Nunca dejes de sonreír…
«Katia, nunca dejes de sonreír ni siquiera cuando estés triste, porque nunca sabes quién se puede enamorar de tu sonrisa». Alguien me recalcó esas palabras alguna vez y con la cabeza baja me quedé quieta, sin decir ninguna palabra, fue el tiempo en que despedí personas de mi vida, de esas que se van porque tienen que irse, de esas que entre promesas dichas y no cumplidas te embarga aún un momento la tristeza, pero luego tomas valor a las palabras y sonríes, asombrosamente sonríes no para esperar que alguien se enamore, simplemente para sentir que la tristeza nunca puede abarcar mas allá de lo debido en nuestra propia vida.
En pláticas vespertinas le pregunté a mi padre: ¿por qué suceden esas cosas?, él en tono serio, de esos que tienen los señores de antes, me dijo: «ten por seguro que si yo supiera por qué la tristeza en ocasiones nos visita, trataría entonces de encontrarla allá a lo lejos y la persuadiría a que no visite a alguno de ustedes, entonces te evitaría momentos tristes y trataría de darte momentos alegres»; por un momento el silencio se hizo presente y luego sonreímos, diciendo mi padre, “pero como no puedo y de esos momentos viene la fortaleza solamente puedo decirte que nunca dejes de sonreír”.

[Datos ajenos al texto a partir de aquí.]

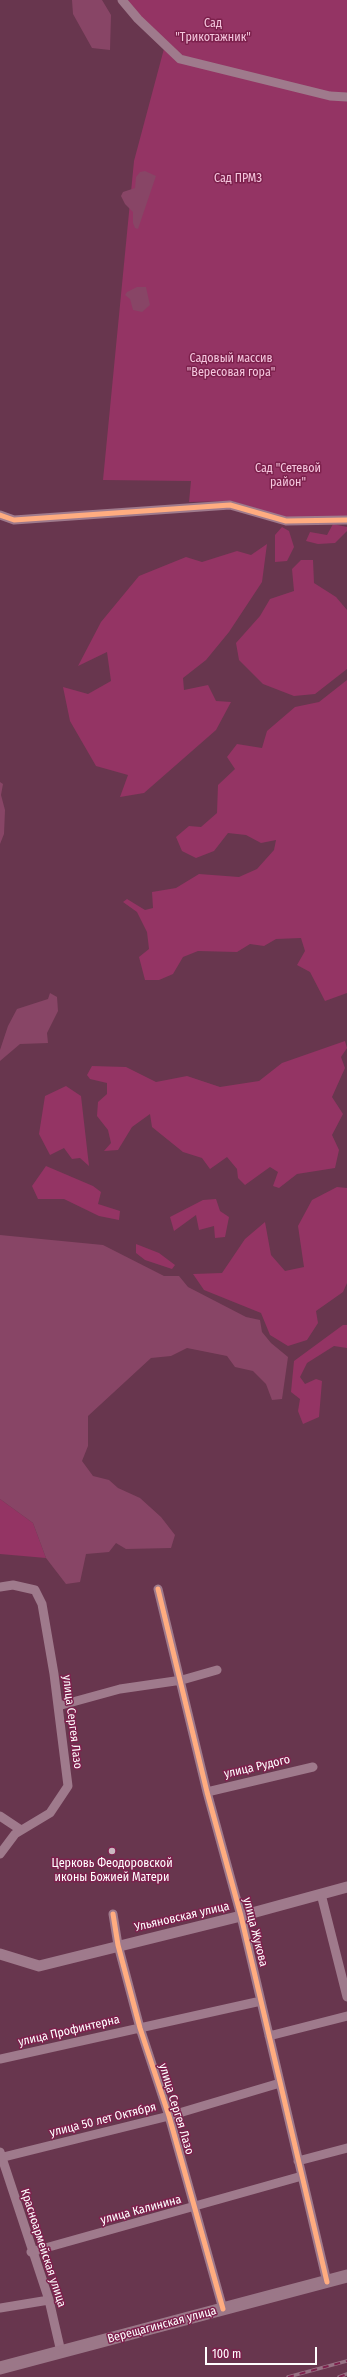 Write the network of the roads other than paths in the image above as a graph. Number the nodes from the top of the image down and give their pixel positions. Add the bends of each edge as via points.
1 (122, 0) edge
2 (347, 96) edge
3 (0, 515) edge
4 (347, 520) edge
5 (0, 1586) edge
6 (158, 1589) dead end
7 (217, 1670) dead end
8 (182, 1680) junction
9 (58, 1706) junction
10 (313, 1766) dead end
11 (208, 1792) junction
12 (0, 1816) edge
13 (18, 1832) junction
14 (0, 1854) edge
15 (347, 1887) edge
16 (320, 1894) junction
17 (114, 1914) dead end
18 (241, 1916) junction
19 (118, 1945) junction
20 (0, 1954) edge
21 (347, 1997) edge
22 (261, 2002) junction
23 (347, 2016) edge
24 (140, 2028) junction
25 (269, 2036) junction
26 (0, 2059) edge
27 (280, 2083) junction
28 (169, 2116) junction
29 (347, 2148) edge
30 (0, 2156) edge
31 (298, 2161) junction
32 (302, 2176) junction
33 (195, 2208) junction
34 (31, 2252) junction
35 (347, 2276) edge
36 (327, 2282) junction
37 (49, 2300) junction
38 (0, 2308) edge
39 (223, 2309) junction
40 (61, 2352) junction
41 (0, 2368) edge

1 - 2 street via 138,20 180,59 330,96
3 - 4 street via 14,520 230,505 286,522
5 - 9 street, улица Сергея Лазо via 13,1585 35,1590 42,1604
6 - 8 street, улица Жукова
7 - 8 street
8 - 9 street via 120,1689
8 - 11 street, улица Жукова
9 - 13 street, улица Сергея Лазо via 68,1786 50,1813
10 - 11 street, улица Рудого
11 - 18 street, улица Жукова
12 - 13 street
13 - 14 street
15 - 16 street, Ульяновская улица
16 - 18 street, Ульяновская улица
16 - 21 street
17 - 19 street, улица Сергея Лазо
18 - 19 street, Ульяновская улица
18 - 22 street, улица Жукова
19 - 20 street, Ульяновская улица via 39,1966
19 - 24 street, улица Сергея Лазо
22 - 24 street, улица Профинтерна
22 - 25 street, улица Жукова
23 - 25 street
24 - 26 street, улица Профинтерна
24 - 28 street, улица Сергея Лазо
25 - 27 street, улица Жукова
27 - 28 street, улица 50 лет Октября
27 - 31 street, улица Жукова
28 - 30 street, улица 50 лет Октября
28 - 33 street, улица Сергея Лазо
29 - 31 street
30 - 34 street, Красноармейская улица
31 - 32 street, улица Жукова
32 - 33 street, улица Калинина
32 - 36 street, улица Жукова
33 - 34 street, улица Калинина
33 - 39 street, улица Сергея Лазо
34 - 37 street, Красноармейская улица
35 - 36 main road, Верещагинская улица
36 - 39 main road, Верещагинская улица
37 - 38 street
37 - 40 street, Красноармейская улица
39 - 40 main road, Верещагинская улица
40 - 41 main road, Верещагинская улица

Siguiendo con la charla observé detenidamente a mis hijos y entendí entonces que un padre no nace sabiendo ser padre, sin embargo cada quien lo aprende a su manera y aprende que los hijos el día de mañana serán o el firme retrato de su juventud o la templanza de su vejez; que un padre pagaría lo que tiene en la bolsa y hasta se endeudaría de ser preciso, por que su sangre nunca padezca esos por menores, daría entonces años de su propia vida, por más sonrisas de esas francas y sinceras que tenemos aún en tiempos diferentes y que aun sabiendo todo esto, siempre estará ahí para sus hijos.

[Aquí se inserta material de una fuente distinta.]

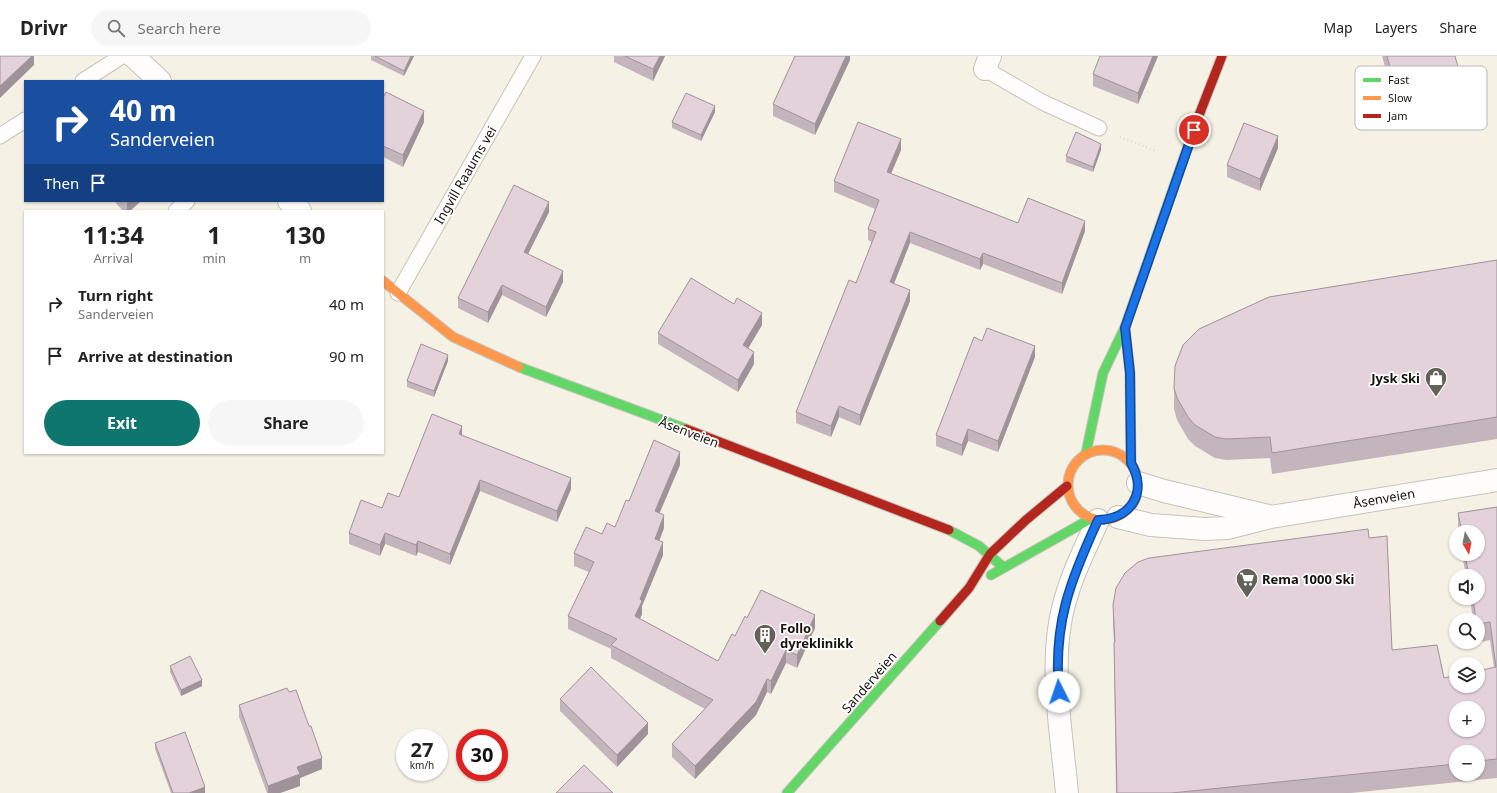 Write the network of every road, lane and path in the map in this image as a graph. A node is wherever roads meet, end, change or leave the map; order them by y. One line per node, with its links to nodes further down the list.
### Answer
1 (122, 56): 6 (lane)
2 (133, 56): 7 (street)
3 (533, 56): 17 (lane, Ingvill Raaums vei)
4 (1222, 56): 11 (main road, Sanderveien)
5 (987, 63): 9 (lane)
6 (85, 80)
7 (159, 80)
8 (24, 121): 10 (lane)
9 (1099, 128): 11 (path)
10 (0, 136)
11 (1182, 160): 18 (main road, Sanderveien)
12 (186, 202): 14 (lane)
13 (290, 202): 15 (street)
14 (177, 210)
15 (299, 210)
16 (384, 282): 17 (main road, Åsenveien)
17 (398, 293): 25 (main road, Åsenveien)
18 (1125, 328): 19 (main road, Sanderveien); 20 (main road, Sanderveien)
19 (1086, 453): 20 (main road); 22 (main road)
20 (1134, 473): 23 (street, Åsenveien); 24 (main road, Sanderveien)
21 (1497, 480): 23 (street, Åsenveien)
22 (1067, 486): 24 (main road); 25 (main road, Sanderveien)
23 (1271, 517): 24 (street, Åsenveien)
24 (1102, 518): 26 (main road, Sanderveien); 29 (street)
25 (990, 554): 26 (main road, Åsenveien); 27 (main road, Sanderveien)
26 (1003, 567): 27 (main road, Sanderveien)
27 (969, 588): 28 (main road, Sanderveien)
28 (787, 793)
29 (1067, 793) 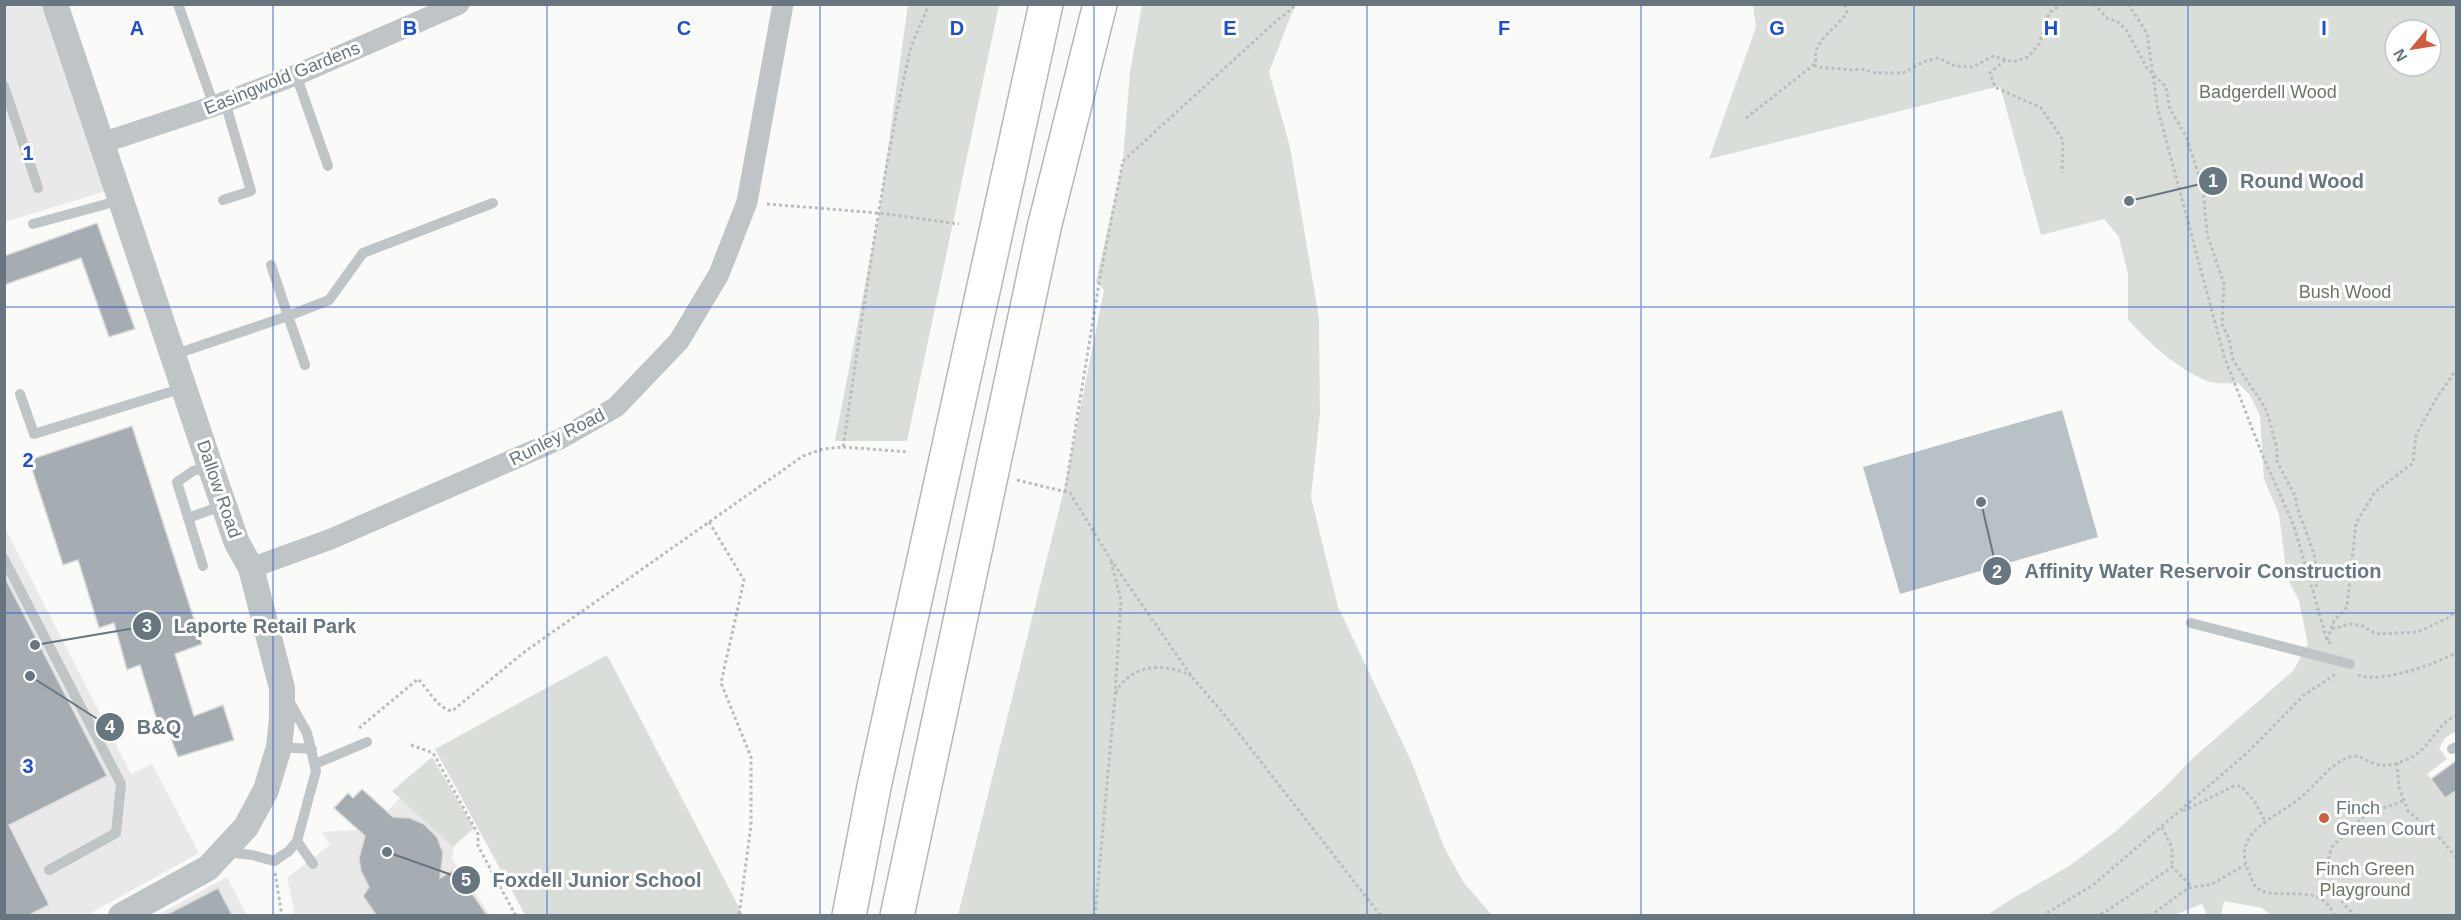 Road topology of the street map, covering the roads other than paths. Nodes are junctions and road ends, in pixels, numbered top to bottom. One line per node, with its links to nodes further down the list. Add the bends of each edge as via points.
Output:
1 (55, 4): 10 (street, Dallow Road)
2 (178, 4): 9 (lane)
3 (459, 4): 7 (street, Easingwold Gardens)
4 (783, 4): 28 (street, Runley Road, via 747,202 719,274 679,341 616,407 560,439 331,539)
5 (1046, 4): 41 (highway)
6 (1100, 4): 42 (highway, via 1044,228)
7 (296, 75): 9 (street, Easingwold Gardens); 11 (lane)
8 (4, 86): 12 (lane)
9 (219, 104): 10 (street, Easingwold Gardens); 14 (lane, via 251,191)
10 (102, 143): 13 (street, Dallow Road)
11 (328, 166)
12 (38, 188)
13 (121, 200): 16 (lane); 19 (street, Dallow Road)
14 (223, 200)
15 (493, 203): 18 (lane, via 363,253 329,300)
16 (33, 224)
17 (271, 265): 18 (lane)
18 (288, 316): 19 (lane); 20 (lane)
19 (173, 355): 21 (street, Dallow Road)
20 (305, 365)
21 (183, 388): 22 (lane, via 34,434); 23 (street, Dallow Road)
22 (20, 394)
23 (210, 466): 24 (street, Dallow Road); 25 (lane, via 177,482)
24 (224, 505): 25 (lane); 28 (street, Dallow Road, via 237,543)
25 (188, 518): 27 (lane)
26 (4, 559): 39 (lane, via 121,784 116,833)
27 (203, 566)
28 (251, 568): 31 (street, Dallow Road)
29 (2191, 623): 30 (lane)
30 (2350, 664)
31 (282, 688): 33 (street, Dallow Road); 34 (lane)
32 (367, 742): 35 (lane)
33 (279, 747): 34 (lane); 37 (street, Dallow Road, via 266,790 246,827)
34 (312, 749): 35 (lane)
35 (315, 764): 36 (lane)
36 (297, 841): 37 (lane, via 274,861); 38 (lane)
37 (225, 852): 40 (street, Dallow Road, via 208,868)
38 (313, 864)
39 (49, 870)
40 (121, 915)
41 (849, 915)
42 (897, 915)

Aprendió a ser mi amigo, de esos que te regañan y quieren tomar el papel de padre, pero luego de analizar las situaciones regresaba entonces al papel de amigo y lo más importante: confió en mí. De manera muy peculiar me mostró cada una de las ciudades que me faltan por conocer, logrando sentirme identificadas con cada una de ellas, y se apoyó en mí en el ocaso de sus días, entendió que para vivir la vida debía aprender que las condiciones cambian y entre ellas, ya no era mi padre, sino que se convertiría en hijo de su propia hija y cuando lo cuidé me dijo que nunca dejara de sonreír aun cuando estuviera triste, porque no sabía quién podía enamorase de mi sonrisa.